If you are a regular punter, you must not forget that all gambling winnings are considered income and you have to report them. This applies to all winnings regardless of amount. If you win $600 or more at a horse track, win $1,200 at a slot machine or bingo game, or take $1,500-plus in keno winnings, your winnings will be reported to the IRS by the payer. The payer will reduce your payout by withholding federal taxes at the 25% rate and require you to furnish them with your Social security number. If you refuse to give your Social Security number, the payer could take as much as 28% of your winnings and pay it to the IRS.

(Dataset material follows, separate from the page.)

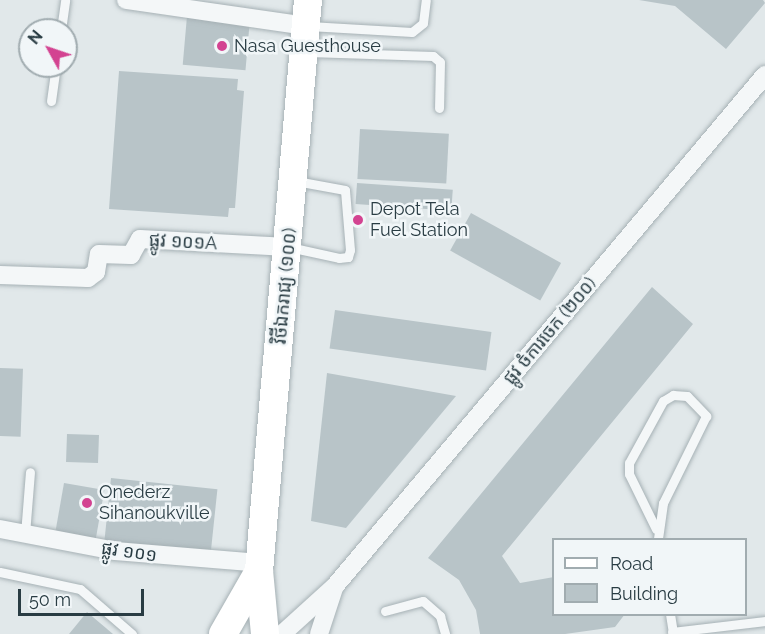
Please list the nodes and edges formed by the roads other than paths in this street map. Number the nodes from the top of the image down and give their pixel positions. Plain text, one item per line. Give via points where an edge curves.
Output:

But if you win at least $1,200 on a single spin (including the original wager) at the casino, the casino will issue you a W-2G to report the amount you won. So the best thing to do would be to journal your wins and losses. Even though you don't have to report your loss data in your tax return, your journal could come in handy if the IRS ever questions your claim on losses. Bear in mind you cannot claim losses more than you won. For example, if you spent $1000 in gambling and won $800, you can only deduct up to $800 not the full $1000. The remainder is the price of gambling.

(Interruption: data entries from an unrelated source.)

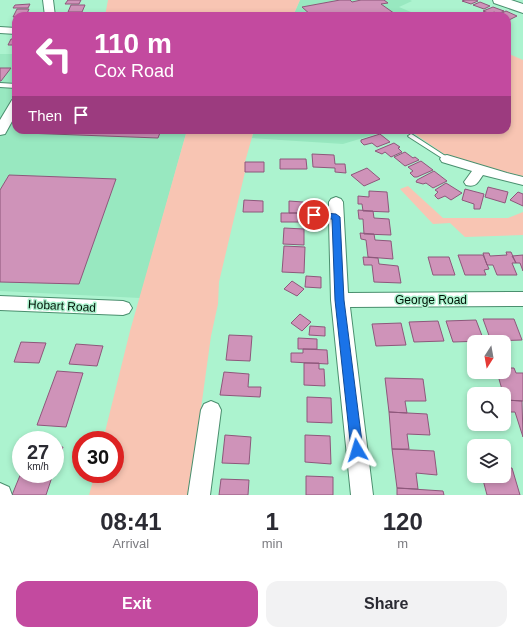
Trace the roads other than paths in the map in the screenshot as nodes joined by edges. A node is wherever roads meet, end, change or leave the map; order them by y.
1 (48, 0) edge
2 (499, 0) edge
3 (523, 9) edge
4 (50, 12) edge
5 (0, 30) edge
6 (12, 31) edge
7 (0, 85) edge
8 (12, 86) edge
9 (12, 110) edge
10 (0, 131) edge
11 (411, 136) dead end
12 (447, 159) joint
13 (480, 170) junction
14 (523, 181) edge
15 (471, 182) dead end
16 (314, 215) dead end
17 (523, 299) edge
18 (340, 300) junction
19 (0, 303) edge
20 (123, 308) dead end
21 (211, 410) dead end
22 (199, 495) edge
23 (362, 495) edge

1 - 4 street
2 - 3 main road
5 - 6 street
7 - 8 lane
9 - 10 street
11 - 12 lane
12 - 13 street
13 - 14 street
13 - 15 street
16 - 18 street
17 - 18 street, George Road
18 - 23 street
19 - 20 street, Hobart Road
21 - 22 street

When tax season comes around (like now), you should report your winnings by filling up line 21, Other Income, of Form 1040. In addition to gambling proceeds, this is where you'd report any prizes or awards (cash or the cash value of merchandise) you won. All this money goes toward your total income amount.
Thankfully, the IRS allows you to write off your losses against your winnings. This can be done in line 28, "other miscellaneous deductions," on Schedule A where you report your gambling losses. You can claim up to the total amount of winnings you entered on your 1040, effectively wiping out any taxable gambling income.
Besides claiming on losses, there is another way to reduce you taxes on gambling income. The law allows a single taxpayer standard deductions of $5,950 on 2012 returns or $6,100 on 2013 filings. But if your gambling losses are large enough to help boost your already substantial itemized deductions, then fill out the Schedule A.